Bob Penkhus Automotive offers Front End Alignment and Four Wheel Alignment for cars and trucks, ensuring that you get as many miles as you can out of your tires. Wheel alignment can be affected by hitting pot holes or curbs, or from worn suspension components. Before every alignment, our ASE Certified Master Technicians will completely inspect the suspension of your vehicle to ensure a proper alignment. We use a state of the art alignment machine that uses lasers and levels to properly align the wheels of your vehicle.

Common symptoms of an improper wheel alignment can include:
  • An off-center steering wheel
  • Uneven tread wear on tires
  • Vehicle is drifting or pulling left or right
  • Excessive movement in the steering wheel with no vehicle reaction

What is the wheel alignment?

The wheel alignment is the process of checking and adjusting the angles of the wheels relative to each other and to the car body.
To perform the wheel alignment, the vehicle is placed on an alignment rack. Special sensors are mounted on each wheel. The computer controlled device measures the actual angles of the wheels. The technician adjusts the wheel angles, (called toe, camber, caster, etc.) that are adjustable, to the specifications. Before doing the wheel alignment, the technician will typically test drive the vehicle, adjust the tire pressure, as well as check the ride height and basic suspension and steering components (e.g ball joint, tie rod, strut, etc.). If any steering or suspension component is found to be bad, it should be replaced before doing the wheel alignment. After the alignment is done, you will usually get a printout showing the wheel angles before and after the alignment. Measurements that are within specifications are usually shown in green. The 4-wheel alignment is always the best option, as the 2-wheel alignment involves adjustment of only two (front or rear) tires.

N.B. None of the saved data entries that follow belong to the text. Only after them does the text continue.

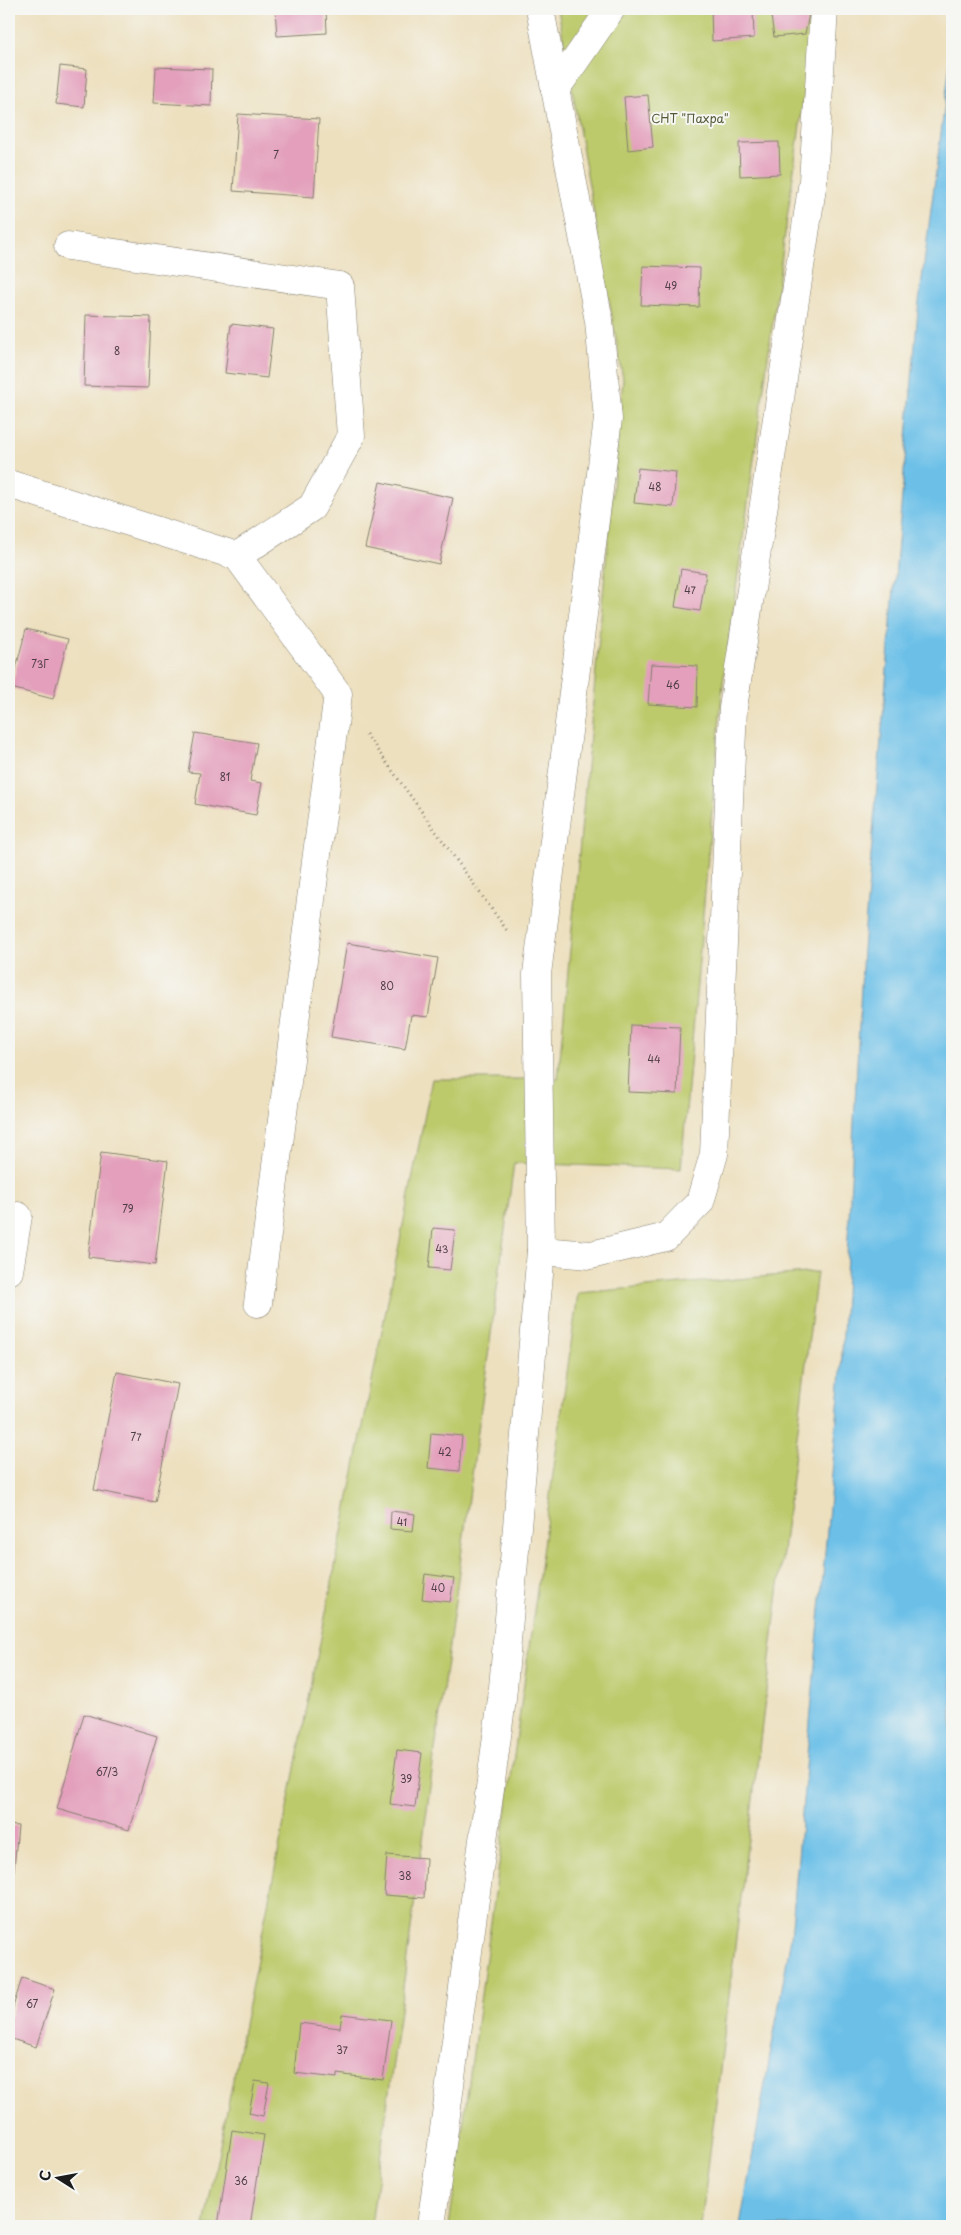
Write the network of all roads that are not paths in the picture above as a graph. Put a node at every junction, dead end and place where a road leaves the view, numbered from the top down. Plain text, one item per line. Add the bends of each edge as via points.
1 (540, 9) edge
2 (611, 9) edge
3 (824, 9) edge
4 (555, 90) junction
5 (68, 246) dead end
6 (9, 484) edge
7 (237, 556) junction
8 (18, 1216) dead end
9 (541, 1251) junction
10 (9, 1271) edge
11 (258, 1303) dead end
12 (431, 2226) edge

1 - 4 lane
2 - 4 lane
3 - 9 lane via 813,181 733,708 714,1154 700,1202 666,1237 591,1255
4 - 9 lane via 599,321 608,419 537,974
5 - 7 lane via 340,286 351,436 312,507
6 - 7 lane
7 - 11 lane via 338,694
8 - 10 lane
9 - 12 lane via 502,1699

Why the wheel alignment needs to be done.

The wheel alignment needs to be done because over time the wheel angles change. This happens as a result of deforming and wear of various rubber bushings in the vehicle suspension and sagging of the springs. Besides that, the wheel alignment needs to be checked after hitting large potholes and curbs, as well as after accidents. The wheel alignment also needs to be done after replacement of any major suspension or steering components. Similarly, it should be done after lowering or rising the suspension.

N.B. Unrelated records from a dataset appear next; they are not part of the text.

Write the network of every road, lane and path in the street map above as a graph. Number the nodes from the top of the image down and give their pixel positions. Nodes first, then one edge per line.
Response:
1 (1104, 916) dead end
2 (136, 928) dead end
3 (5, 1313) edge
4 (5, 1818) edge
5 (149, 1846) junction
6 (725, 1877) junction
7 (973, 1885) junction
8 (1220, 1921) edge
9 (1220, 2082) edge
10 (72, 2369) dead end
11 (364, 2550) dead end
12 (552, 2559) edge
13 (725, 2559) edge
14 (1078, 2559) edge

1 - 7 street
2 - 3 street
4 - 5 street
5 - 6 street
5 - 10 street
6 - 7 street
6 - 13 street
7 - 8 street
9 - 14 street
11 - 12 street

What are the benefits of doing the wheel alignment?

Your tires as well as suspension and steering components will last longer and your vehicle will handle better. You might notice that after the wheel alignment, the car holds the road better and feels more stable.
How often should the wheel alignment be done?

For most cars, there is no specific requirements. We will typically recommend doing the wheel alignment every two-three years. Often, the wheel alignment is recommended when new tires are installed. The alignment should be done more often if your car has wider tires or if it's a sporty car. From our experience, if you re-check the wheel alignment after a year driving, usually it will be slightly off. If you hit a large bump, the alignment will most likely be off.
How much does it cost to do the wheel alignment?

The prices vary between depending on the vehicle. You might be charged more if some of the adjustments are badly rusted or seized. For better results, look for a repair shop that has a newer, more advanced wheel alignment rack. On average, the wheel alignment takes from 40 minutes to an hour.